This reference architecture includes many helpful components for aligning and keeping virtual objects aligned with the physical world.
Release 1.1 contains the following capabilities:
Spatial Frames represent "islands" in the real world. They have a position and a rotation and are designed to hold objects. They also have unique IDs and are available from the moment the application loads (even before they're found in the real world). This simplifies application logic because objects can be loaded up front and automatically aligned when the frame is found.
Each Spatial Frame has an Alignment Strategy. The strategy is what moves the frame and keeps it aligned in the physical world. Alignment Strategies are "plugins", and developers can easily create their own strategies. Developers are also free to mix and match various strategies in the same application.

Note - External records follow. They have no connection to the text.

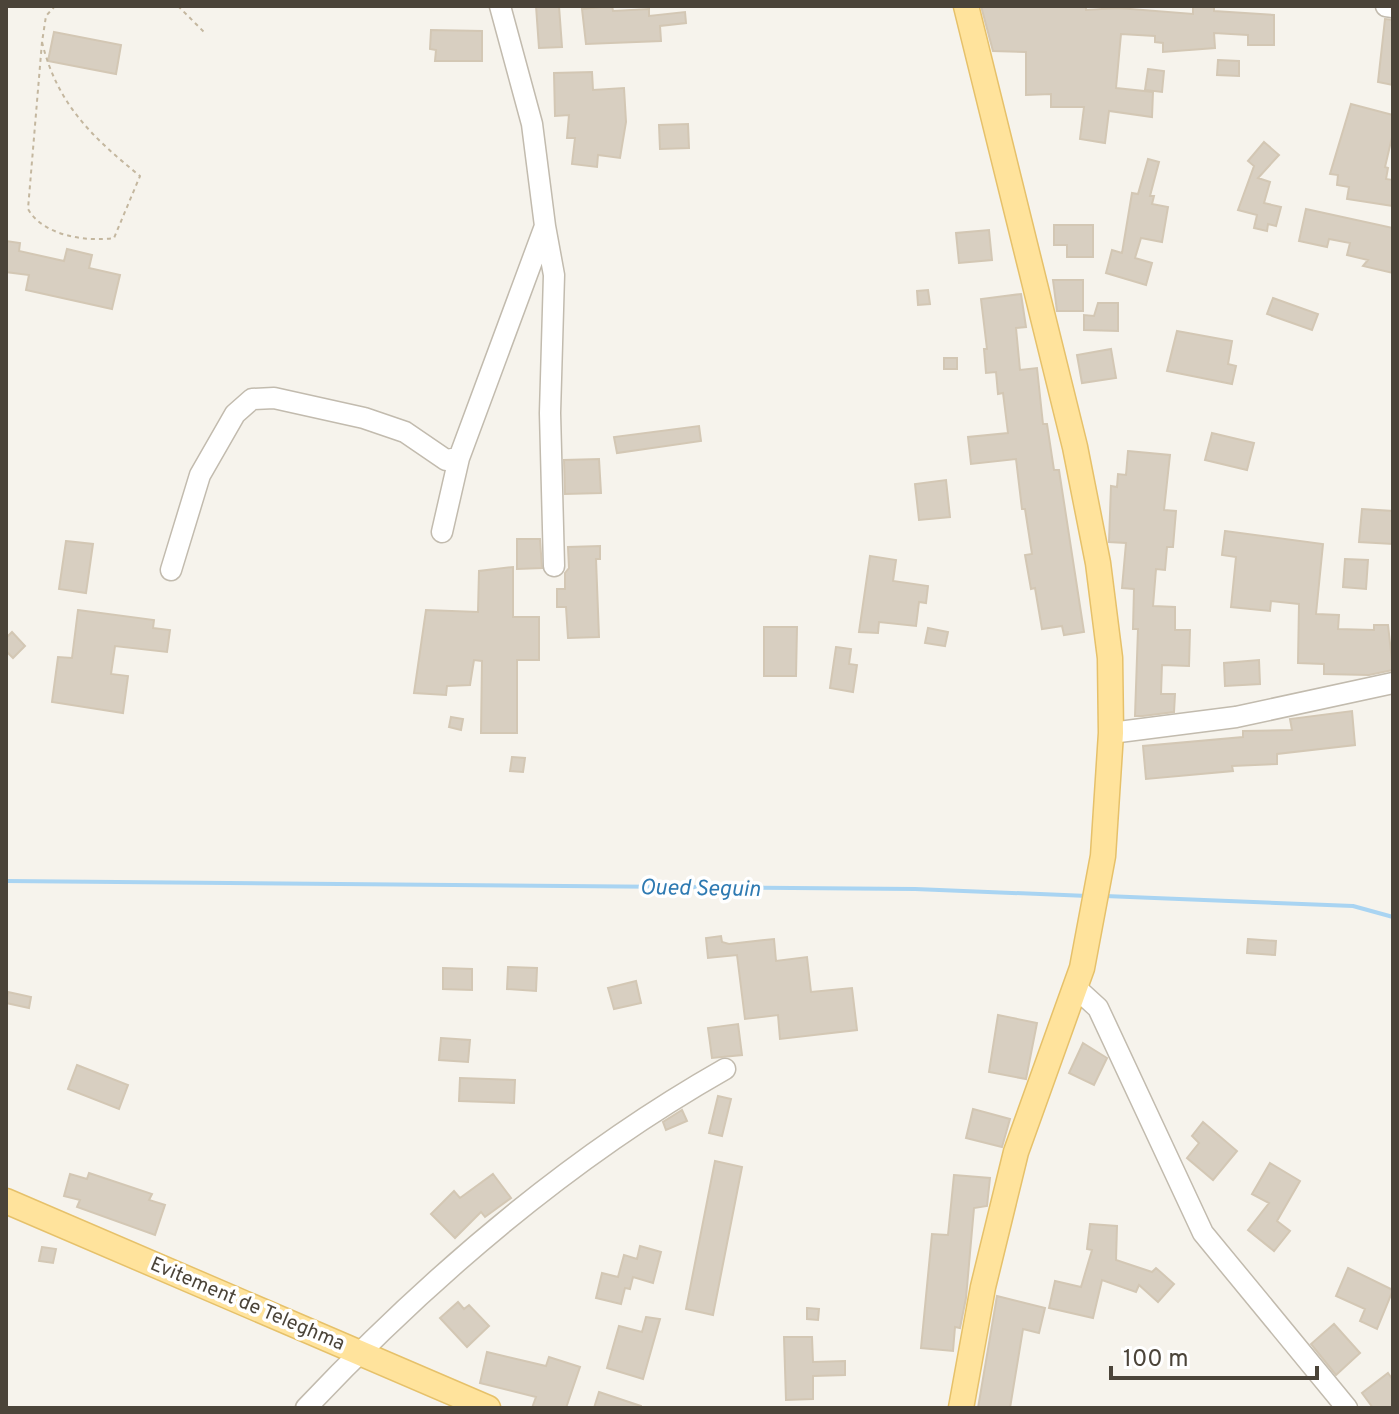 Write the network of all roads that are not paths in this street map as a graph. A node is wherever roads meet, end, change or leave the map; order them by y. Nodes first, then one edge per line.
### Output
1 (500, 6) edge
2 (966, 6) edge
3 (1386, 6) edge
4 (1393, 7) edge
5 (545, 226) junction
6 (459, 458) junction
7 (442, 532) dead end
8 (554, 566) dead end
9 (171, 570) dead end
10 (1393, 683) edge
11 (1111, 733) junction
12 (1075, 987) junction
13 (725, 1069) dead end
14 (6, 1201) edge
15 (360, 1351) junction
16 (306, 1408) edge
17 (488, 1408) edge
18 (961, 1408) edge
19 (1347, 1408) edge

1 - 5 street
2 - 11 main road
3 - 4 street
5 - 6 street
5 - 8 street
6 - 7 street
6 - 9 street
10 - 11 street
11 - 12 main road
12 - 18 main road
12 - 19 street
13 - 15 street
14 - 15 main road, Evitement de Teleghma
15 - 16 street
15 - 17 main road, Evitement de Teleghma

Alignment Strategies provide information about their state (e.g. whether they've been found) and their accuracy (maximum drift in meters). Applications can use this information to make intelligent decisions about which frames are best to contain which objects. In fact, one of the included alignment strategies is a Multi-Parent strategy that allows objects to automatically "hop" parent frames based on their state and accuracy.
Two of the biggest challenges that accompany spatial alignment are:
- Initial placement (and rotation) of objects to match up with the physical world
- Accounting for drift that accumulates over distance (a challenge that is present in all large-scale tracking systems)
This reference architecture includes components to help address both. To help with accurate alignment, an extensible system of Refinement Controllers is provided. Release 1.1 ships with two refinement controllers in the box:
- RayRefinement - Aligns a virtual model to a physical place by selecting corresponding origin points and directions.
- NudgeRefinement - Allows the user to manually "nudge" the virtual model into the correct position and rotation using a stylable 3D D-Pad controller.
To help compensate for drift, Multi-Parent alignment offers the ability to apply different positional and rotational offsets at each parent.
The offset ability can be used together with a Refinement Controller to bring large-scale models back into alignment when viewed from different locations.
The video below demonstrates using RayRefinement to align a Matterport 3D scan of a building with the actual building and keep that scan in alignment from different locations.
Applications that leverage spatial alignment generate a notable amount of configuration data:
- All of the Frames and their IDs
- All of the configuration settings for each Alignment Strategy
- Relationships between Frames (e.g. Multi-Parent alignment)
- Position, Rotation and Scale offsets
- State requirements (e.g. Resolved, Tracking)
- Accuracy requirements
- etc.
To help applications save all of this data, every component in the architecture is serializable. In fact, the included class JsonStore can be used to serialize an entire alignment "graph" into json, which can then be loaded back the next time the application runs.
Release 1.1 includes the following example scenes:
- SA-MultiParent - Demonstrates "hopping" between multiple parent spheres in the scene.
- SA-Persistence - Demonstrates saving an entire "graph" of frames and their strategies into memory then loading them back into the scene.
- SA-Refinement - Demonstrates using RayRefinement to place a multi-colored cube in a room.
- SA-RefinementBuilding - Demonstrates using RayRefinement and NudgeRefinement to align a Matterport 3D scan to room. (This example is shown in the video above).